Glamorous as her later life appeared to the public, it didn’t start out that way. After her mother’s death, young Gabrielle was sent to an orphanage. Life for children there was harsh and accommodations spartan. It was, however, where she would learn to sew, a skill that would change her life, as well as the world of fashion.
Success came early after she constructed a dress from an oversized jersey sweater. When asked about where she got the dress by several people, being a savvy business woman, she capitalized on the opportunity and offered to make dresses for them. The cut was stylish, the color choice was bold for that time, associated only with periods of mourning. But Mademoiselle Chanel had a vision, and the ‘little black dress’ was born.
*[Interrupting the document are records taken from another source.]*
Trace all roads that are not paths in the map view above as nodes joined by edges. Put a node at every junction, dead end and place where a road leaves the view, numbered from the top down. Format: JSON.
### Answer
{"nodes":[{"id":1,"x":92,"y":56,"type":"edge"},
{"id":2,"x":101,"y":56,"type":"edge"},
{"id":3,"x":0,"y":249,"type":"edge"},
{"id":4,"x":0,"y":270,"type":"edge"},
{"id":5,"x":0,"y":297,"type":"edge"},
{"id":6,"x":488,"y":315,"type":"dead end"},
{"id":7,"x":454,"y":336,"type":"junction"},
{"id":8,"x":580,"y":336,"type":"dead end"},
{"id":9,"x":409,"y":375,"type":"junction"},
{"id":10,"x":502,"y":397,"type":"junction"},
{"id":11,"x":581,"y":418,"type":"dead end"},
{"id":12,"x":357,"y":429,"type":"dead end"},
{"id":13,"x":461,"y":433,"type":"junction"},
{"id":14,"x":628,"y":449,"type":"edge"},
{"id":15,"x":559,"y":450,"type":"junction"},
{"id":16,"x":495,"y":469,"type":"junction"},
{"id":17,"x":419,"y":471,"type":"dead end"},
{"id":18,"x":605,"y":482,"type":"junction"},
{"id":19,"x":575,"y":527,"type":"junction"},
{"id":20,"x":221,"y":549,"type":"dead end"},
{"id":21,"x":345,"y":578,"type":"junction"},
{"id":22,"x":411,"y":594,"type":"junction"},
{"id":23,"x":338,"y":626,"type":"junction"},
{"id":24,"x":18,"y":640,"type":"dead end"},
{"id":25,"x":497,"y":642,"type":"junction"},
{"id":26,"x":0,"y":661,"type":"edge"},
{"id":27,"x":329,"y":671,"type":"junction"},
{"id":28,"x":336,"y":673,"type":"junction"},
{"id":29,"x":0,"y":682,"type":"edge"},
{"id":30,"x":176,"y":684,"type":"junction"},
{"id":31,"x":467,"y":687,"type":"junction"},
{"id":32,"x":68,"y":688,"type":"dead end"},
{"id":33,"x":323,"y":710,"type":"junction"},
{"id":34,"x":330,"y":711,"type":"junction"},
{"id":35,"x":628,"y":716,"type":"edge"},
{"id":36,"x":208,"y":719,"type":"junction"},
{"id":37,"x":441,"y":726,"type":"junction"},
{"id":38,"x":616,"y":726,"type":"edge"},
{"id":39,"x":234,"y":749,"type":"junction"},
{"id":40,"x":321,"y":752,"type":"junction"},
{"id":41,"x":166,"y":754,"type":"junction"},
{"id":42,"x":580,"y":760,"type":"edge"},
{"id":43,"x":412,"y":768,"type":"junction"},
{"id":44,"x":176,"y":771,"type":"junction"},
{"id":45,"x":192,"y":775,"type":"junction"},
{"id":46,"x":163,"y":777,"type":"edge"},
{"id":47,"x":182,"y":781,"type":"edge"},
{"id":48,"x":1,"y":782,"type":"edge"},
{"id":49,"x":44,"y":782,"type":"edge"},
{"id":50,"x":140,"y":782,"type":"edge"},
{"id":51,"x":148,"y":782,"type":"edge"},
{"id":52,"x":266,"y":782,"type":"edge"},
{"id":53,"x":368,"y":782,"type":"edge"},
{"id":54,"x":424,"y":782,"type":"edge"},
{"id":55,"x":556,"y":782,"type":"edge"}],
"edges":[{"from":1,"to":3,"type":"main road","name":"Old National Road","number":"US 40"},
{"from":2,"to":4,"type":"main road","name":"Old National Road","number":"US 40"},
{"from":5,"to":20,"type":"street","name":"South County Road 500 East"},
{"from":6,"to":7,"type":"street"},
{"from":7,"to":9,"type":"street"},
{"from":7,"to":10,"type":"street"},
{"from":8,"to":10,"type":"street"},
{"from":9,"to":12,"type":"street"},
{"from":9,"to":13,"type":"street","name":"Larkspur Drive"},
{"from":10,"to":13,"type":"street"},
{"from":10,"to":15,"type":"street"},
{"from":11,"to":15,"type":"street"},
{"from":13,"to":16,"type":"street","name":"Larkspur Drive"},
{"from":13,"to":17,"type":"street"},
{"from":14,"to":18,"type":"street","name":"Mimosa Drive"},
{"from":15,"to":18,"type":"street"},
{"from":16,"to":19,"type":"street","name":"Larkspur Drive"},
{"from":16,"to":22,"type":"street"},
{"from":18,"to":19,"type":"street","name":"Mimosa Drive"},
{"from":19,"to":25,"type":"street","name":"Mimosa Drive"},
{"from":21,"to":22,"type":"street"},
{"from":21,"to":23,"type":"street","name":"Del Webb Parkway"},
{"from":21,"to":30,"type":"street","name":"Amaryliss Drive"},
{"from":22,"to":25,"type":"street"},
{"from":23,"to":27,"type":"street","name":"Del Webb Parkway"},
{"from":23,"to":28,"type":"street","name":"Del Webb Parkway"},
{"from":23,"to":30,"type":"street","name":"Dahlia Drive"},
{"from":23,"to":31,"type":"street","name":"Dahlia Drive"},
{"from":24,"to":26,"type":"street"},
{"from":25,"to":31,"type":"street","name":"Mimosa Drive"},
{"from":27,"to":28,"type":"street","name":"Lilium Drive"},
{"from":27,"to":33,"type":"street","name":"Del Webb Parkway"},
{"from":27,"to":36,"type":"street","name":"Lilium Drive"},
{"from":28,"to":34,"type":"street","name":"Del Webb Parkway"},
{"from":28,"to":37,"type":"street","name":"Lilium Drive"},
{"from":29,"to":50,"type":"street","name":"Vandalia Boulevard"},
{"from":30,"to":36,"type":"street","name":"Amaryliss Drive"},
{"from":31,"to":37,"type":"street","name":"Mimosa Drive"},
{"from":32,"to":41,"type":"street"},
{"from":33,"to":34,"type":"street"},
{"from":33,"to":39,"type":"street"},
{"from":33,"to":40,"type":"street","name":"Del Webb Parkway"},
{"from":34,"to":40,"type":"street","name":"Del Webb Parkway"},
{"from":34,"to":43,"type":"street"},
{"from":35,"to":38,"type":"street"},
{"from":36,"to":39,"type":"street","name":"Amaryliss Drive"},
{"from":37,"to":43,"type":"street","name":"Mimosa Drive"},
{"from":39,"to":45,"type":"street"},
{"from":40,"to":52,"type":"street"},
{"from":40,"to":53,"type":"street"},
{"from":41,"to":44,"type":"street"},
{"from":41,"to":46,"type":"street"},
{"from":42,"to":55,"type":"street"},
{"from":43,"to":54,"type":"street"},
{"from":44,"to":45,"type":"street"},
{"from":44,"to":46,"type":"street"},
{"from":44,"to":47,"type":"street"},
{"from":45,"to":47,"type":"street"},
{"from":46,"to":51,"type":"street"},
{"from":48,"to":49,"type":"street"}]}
Declaring that, “Luxury must be comfortable, otherwise it is not luxury,” she liberated women from the constraints of the “corseted silhouette” and introduced a sporty, casual chic as the feminine standard of style immediately after World War I. This clean, classic, and comfortable style of dress that has endured for almost a century made her famous around the world, and very rich. Still, she wasn’t satisfied.
In the 1920s, Coco Chanel, as she was then known, launched her first perfume, Chanel No. 5, the first to feature a designer’s name. Perfume “is the unseen, unforgettable, ultimate accessory of fashion. . . . that heralds your arrival and prolongs your departure,” she once explained.
A prolific fashion creator, Mademoiselle Chanel extended her influence beyond couture clothing, expanding her design aesthetic to include jewelry and accessories, many marked with her famed interlocked-CC monogram.
The Depression of the 1930s and the outbreak of World War II forced her to close her once-thriving business. Rumors of her romantic involvement with a Nazi military officer during the occupation badly damaged her reputation. While never formally charged with collaborating, the charges nevertheless resonated with French citizens. She was convicted in the court of public opinion and went into self-imposed exile in Switzerland. But she was not finished.
At age 73 she made a triumphant return to the world of fashion with a line of timeless designs that wowed the public, even if they were initially panned by the critics. She worked relentlessly until her death in Paris at age 87.